Input records:
-- Opening Marker --

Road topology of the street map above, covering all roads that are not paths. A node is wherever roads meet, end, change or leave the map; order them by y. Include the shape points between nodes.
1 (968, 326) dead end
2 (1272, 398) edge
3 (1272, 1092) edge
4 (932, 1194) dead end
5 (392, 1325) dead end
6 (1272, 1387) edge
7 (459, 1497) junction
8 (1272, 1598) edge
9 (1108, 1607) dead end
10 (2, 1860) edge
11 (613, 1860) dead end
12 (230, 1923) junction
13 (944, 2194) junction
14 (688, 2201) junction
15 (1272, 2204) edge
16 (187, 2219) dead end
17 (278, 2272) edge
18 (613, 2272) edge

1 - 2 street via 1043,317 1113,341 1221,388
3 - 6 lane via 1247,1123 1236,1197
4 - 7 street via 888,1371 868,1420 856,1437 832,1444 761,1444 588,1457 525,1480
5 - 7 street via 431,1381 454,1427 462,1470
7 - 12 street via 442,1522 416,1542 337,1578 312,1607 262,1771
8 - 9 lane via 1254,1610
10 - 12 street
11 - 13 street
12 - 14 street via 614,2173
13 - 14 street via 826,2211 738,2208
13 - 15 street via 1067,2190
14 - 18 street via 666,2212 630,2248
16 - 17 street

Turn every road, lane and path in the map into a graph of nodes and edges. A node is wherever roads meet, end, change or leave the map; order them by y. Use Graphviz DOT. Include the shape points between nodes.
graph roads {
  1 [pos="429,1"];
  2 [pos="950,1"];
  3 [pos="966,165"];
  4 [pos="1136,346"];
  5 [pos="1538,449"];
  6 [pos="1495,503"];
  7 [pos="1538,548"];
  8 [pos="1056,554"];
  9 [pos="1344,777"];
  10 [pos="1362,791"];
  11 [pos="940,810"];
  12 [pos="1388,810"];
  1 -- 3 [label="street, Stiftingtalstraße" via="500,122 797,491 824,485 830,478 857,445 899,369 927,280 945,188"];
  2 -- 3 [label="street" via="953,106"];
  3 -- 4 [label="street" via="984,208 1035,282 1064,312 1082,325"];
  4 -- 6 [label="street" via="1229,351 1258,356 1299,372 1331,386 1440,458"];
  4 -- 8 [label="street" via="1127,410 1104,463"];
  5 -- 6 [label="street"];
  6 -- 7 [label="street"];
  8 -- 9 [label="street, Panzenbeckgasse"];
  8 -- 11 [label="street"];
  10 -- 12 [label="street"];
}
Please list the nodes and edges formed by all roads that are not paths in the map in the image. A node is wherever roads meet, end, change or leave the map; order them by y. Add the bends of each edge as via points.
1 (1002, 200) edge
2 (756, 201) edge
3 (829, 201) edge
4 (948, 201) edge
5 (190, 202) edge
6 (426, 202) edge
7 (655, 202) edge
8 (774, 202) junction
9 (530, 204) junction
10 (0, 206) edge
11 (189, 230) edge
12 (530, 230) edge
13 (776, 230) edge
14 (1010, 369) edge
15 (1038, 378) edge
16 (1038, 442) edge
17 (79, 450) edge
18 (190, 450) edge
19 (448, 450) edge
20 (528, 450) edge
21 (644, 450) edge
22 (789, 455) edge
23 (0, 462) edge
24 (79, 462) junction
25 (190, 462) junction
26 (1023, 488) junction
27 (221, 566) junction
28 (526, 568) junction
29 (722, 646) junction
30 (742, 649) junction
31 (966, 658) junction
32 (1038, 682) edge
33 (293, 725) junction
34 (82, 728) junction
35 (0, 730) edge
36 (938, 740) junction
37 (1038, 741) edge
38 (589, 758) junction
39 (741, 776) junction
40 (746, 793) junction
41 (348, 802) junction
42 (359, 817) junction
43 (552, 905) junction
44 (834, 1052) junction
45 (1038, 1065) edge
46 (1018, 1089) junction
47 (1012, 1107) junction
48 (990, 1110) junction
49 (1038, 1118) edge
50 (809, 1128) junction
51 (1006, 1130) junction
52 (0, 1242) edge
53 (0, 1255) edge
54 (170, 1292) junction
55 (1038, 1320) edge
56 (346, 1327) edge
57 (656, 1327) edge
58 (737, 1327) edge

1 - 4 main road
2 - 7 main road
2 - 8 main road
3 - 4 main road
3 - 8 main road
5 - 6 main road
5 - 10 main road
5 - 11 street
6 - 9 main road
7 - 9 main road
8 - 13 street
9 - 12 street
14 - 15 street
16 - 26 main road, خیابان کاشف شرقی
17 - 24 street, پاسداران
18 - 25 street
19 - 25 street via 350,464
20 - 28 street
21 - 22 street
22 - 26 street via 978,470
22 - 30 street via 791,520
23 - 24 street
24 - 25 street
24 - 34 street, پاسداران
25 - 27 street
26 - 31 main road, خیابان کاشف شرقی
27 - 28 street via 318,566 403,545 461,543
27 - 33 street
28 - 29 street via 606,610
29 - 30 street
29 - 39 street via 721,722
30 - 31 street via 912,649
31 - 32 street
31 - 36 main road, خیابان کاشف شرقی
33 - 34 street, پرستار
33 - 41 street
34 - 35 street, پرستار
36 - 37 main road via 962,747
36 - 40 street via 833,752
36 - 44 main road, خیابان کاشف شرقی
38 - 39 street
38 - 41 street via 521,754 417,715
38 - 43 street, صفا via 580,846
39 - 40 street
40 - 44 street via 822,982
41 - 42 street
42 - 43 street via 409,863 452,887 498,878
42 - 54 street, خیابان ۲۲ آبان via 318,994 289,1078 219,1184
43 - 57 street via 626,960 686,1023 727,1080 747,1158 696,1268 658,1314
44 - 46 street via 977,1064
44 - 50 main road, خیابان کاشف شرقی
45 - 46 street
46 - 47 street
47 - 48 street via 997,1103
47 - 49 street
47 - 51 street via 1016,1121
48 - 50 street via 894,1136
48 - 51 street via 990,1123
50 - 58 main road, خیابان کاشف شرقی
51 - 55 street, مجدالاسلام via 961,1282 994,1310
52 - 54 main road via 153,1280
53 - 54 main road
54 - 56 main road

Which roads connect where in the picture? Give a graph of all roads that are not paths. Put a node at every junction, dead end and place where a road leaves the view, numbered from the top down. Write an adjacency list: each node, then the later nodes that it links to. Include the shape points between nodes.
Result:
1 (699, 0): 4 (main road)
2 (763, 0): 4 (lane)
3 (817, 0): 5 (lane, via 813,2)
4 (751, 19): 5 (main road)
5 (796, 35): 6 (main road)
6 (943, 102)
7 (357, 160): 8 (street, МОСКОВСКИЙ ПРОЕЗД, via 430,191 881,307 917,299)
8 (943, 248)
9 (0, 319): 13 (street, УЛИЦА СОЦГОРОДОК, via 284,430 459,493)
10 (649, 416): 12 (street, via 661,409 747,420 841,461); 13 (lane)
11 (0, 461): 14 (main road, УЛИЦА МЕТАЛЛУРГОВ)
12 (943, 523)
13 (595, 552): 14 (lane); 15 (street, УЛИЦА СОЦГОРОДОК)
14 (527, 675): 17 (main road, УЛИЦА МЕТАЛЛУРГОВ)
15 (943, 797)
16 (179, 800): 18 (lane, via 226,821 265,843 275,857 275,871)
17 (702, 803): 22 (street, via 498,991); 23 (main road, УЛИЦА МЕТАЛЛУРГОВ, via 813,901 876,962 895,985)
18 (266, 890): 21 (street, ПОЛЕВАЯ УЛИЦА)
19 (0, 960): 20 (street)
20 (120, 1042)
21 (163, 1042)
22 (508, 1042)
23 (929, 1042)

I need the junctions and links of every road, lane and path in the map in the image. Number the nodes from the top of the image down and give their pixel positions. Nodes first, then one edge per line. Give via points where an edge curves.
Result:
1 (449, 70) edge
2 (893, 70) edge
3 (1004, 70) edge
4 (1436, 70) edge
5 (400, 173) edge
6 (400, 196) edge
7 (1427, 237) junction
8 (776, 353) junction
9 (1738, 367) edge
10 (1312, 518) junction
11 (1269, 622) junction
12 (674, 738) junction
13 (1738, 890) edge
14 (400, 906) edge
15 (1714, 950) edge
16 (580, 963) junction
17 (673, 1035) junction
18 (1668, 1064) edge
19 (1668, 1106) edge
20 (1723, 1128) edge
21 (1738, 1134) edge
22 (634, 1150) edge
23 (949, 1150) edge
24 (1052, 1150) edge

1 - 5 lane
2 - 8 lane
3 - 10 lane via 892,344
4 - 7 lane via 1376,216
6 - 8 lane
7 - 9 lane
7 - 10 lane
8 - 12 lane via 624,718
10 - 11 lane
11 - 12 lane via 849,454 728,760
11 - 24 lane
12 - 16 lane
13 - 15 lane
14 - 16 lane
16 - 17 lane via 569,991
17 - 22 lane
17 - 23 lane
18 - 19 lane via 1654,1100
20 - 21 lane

-- Closing Marker --

Requirement:
The expected output is every line of the records in which the string "شرقی" appears.

Result of this exercise:
16 - 26 main road, خیابان کاشف شرقی
26 - 31 main road, خیابان کاشف شرقی
31 - 36 main road, خیابان کاشف شرقی
36 - 44 main road, خیابان کاشف شرقی
44 - 50 main road, خیابان کاشف شرقی
50 - 58 main road, خیابان کاشف شرقی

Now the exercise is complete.